ICI's latest weekly "Money Market Mutual Fund Assets" report says, "Total money market mutual fund assets increased by $6.13 billion to $2.652 trillion for the week ended Wednesday, November 30, the Investment Company Institute reported today. Taxable government funds increased by $23.06 billion, taxable non-government funds decreased by $14.80 billion, and tax-exempt funds decreased by $2.12 billion." Money fund assets have risen by $30 billion over the past 4 weeks, reducing their year-to-date in 2011 to $158 billion, or 5.6%.
ICI writes, "Assets of retail money market funds decreased by $910 million to $930.60 billion. Taxable government money market fund assets in the retail category increased by $720 million to $197.02 billion, taxable non-government money market fund assets decreased by $760 million to $542.24 billion, and tax-exempt fund assets decreased by $870 million to $191.33 billion." Retail money fund assets have declined by $5 billion over the past 4 weeks, but this segment has only declined by $14 billion, or 1.4%, YTD.
In the latest week, the Institute says, "Assets of institutional money market funds increased by $7.04 billion to $1.722 trillion. Among institutional funds, taxable government money market fund assets increased by $22.34 billion to $737.32 billion, taxable non-government money market fund assets decreased by $14.04 billion to $891.95 billion, and tax-exempt fund assets decreased by $1.25 billion to $92.59 billion." Institutional funds, led by Government funds, have increased by $35 billion since the week ended Nov. 2, but Institutional money fund assets have declined by $143 billion, or 7.7%, YTD.
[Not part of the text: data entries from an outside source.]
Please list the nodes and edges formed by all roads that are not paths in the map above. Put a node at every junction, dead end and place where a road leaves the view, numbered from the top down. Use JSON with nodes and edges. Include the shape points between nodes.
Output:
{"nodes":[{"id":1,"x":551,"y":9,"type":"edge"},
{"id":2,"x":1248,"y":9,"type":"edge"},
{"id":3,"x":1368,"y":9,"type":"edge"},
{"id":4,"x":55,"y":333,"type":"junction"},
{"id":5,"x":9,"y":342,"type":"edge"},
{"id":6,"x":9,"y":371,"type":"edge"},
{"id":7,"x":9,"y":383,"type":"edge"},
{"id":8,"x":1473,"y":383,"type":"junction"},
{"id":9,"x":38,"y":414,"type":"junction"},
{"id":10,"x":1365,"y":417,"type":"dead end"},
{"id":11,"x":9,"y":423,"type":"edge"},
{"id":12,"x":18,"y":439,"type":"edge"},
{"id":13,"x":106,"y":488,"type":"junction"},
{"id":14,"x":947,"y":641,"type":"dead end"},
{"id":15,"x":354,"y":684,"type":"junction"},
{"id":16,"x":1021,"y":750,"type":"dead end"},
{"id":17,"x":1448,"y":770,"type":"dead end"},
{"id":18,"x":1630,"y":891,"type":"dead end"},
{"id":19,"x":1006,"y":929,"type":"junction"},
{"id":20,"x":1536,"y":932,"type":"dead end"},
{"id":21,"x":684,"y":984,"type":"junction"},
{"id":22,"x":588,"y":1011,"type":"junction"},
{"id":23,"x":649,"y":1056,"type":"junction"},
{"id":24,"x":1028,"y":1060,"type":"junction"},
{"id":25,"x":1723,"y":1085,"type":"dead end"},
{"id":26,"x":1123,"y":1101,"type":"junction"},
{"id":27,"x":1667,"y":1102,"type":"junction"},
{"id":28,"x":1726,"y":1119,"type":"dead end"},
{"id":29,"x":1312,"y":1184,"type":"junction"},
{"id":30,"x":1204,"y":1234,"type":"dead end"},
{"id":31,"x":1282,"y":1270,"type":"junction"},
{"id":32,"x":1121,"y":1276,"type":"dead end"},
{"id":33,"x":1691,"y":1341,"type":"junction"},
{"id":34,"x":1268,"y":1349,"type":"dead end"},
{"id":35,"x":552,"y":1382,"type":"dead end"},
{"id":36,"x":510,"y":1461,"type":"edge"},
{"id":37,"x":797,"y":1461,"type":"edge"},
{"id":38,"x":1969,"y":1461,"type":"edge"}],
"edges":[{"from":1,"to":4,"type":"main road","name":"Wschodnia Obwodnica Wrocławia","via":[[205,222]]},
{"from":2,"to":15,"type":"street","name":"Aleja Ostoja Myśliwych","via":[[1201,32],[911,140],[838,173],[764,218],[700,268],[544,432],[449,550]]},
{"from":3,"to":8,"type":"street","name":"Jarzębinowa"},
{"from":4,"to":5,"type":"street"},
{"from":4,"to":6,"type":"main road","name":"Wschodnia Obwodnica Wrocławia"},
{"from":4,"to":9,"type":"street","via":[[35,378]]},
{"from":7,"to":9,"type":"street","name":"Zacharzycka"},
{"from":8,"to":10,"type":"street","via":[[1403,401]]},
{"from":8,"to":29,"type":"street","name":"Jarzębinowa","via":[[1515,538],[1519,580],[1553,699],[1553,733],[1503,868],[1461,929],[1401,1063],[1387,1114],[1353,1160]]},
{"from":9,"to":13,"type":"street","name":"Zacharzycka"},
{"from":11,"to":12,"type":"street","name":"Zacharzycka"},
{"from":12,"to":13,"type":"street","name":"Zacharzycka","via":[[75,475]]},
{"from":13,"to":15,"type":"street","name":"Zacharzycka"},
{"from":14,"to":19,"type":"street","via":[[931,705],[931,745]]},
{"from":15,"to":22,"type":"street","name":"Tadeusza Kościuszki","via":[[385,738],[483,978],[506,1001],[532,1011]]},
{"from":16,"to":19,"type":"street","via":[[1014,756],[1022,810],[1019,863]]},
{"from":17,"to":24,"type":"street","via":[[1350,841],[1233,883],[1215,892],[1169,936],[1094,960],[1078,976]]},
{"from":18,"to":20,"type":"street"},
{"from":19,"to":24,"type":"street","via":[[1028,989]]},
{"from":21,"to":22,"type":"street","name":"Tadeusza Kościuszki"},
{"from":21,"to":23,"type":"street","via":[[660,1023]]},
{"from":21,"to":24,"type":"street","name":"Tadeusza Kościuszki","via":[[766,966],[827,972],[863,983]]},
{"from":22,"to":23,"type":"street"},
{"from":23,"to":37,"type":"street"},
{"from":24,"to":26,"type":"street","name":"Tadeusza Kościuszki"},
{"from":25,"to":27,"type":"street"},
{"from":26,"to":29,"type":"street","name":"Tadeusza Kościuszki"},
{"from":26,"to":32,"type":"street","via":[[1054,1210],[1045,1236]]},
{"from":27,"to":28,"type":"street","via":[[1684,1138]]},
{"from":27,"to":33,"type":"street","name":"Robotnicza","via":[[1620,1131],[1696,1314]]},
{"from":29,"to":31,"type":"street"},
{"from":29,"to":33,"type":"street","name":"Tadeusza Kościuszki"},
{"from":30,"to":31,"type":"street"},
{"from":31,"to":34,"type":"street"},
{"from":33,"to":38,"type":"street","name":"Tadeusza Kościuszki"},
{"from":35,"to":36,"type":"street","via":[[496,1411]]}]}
In November, Government Institutional fund assets (including Treasury funds) increased by $38.6 billion, while Non-Government ("Prime") Institutional assets declined by $1.4 billion. Year-to-date, Government fund assets (both Retail and Institutional) have increased by $80.8 billion (9.5%), while Prime fund assets have declined by $200 billion (-12.2%). Tax-Exempt money funds have also seen noticeable declines in 2011, dropping $45.6 billion, or 13.8%. Money funds' YTD asset decline of 5.6%, if it holds, will rank as the sixth largest percentage decline in MMFs' 40-year history. (The biggest percentage decline was 1983's -18.4%, followed by 2010's -14.7%, 2009's -14.0%, 2003's -9.7%, and 2004's -6.8%.)
Their latest weekly explains, "ICI reports money market fund assets to the Federal Reserve each week. Revisions are due to data adjustments, reclassifications, and changes in the number of funds reporting. Historical weekly money market data back to January 2008 are available on the ICI website." (Crane Data also has money fund assets series, but ICI's is the broadest collection available.)
In other news, we mentioned the downgrade of minor money fund holding Eksportfinans in our Nov. 25 "Link of the Day: 'Norway's Eksportfinans Cut to Junk by Moody's Amid Wind Down' writes Bloomberg". A couple more mentioned have surfaced -- Bloomberg's "Moody's Wrong to Reduce Eksportfinans to Junk, Norway Says" and First American's statement "Eksportfinans Holding in First American Prime Obligations Fund Sold".
Bloomberg's latest piece writes, "A decision by Moody's Investors Service to cut Norway's Eksportfinans ASA seven steps to junk betrays a lack of analysis and doesn't reflect the state-backed unit's ability to pay its debts, Trade Minister Trond Giske said." First American's latest update says, "`On November 28, 2011, First American Funds sold a $12.7 million holding in Eksportfinans that was originally scheduled to mature on December 15. As previously communicated, the remaining $50 million position will mature on December 6, 2011. We will continue to monitor the security and scheduled payment for any changes."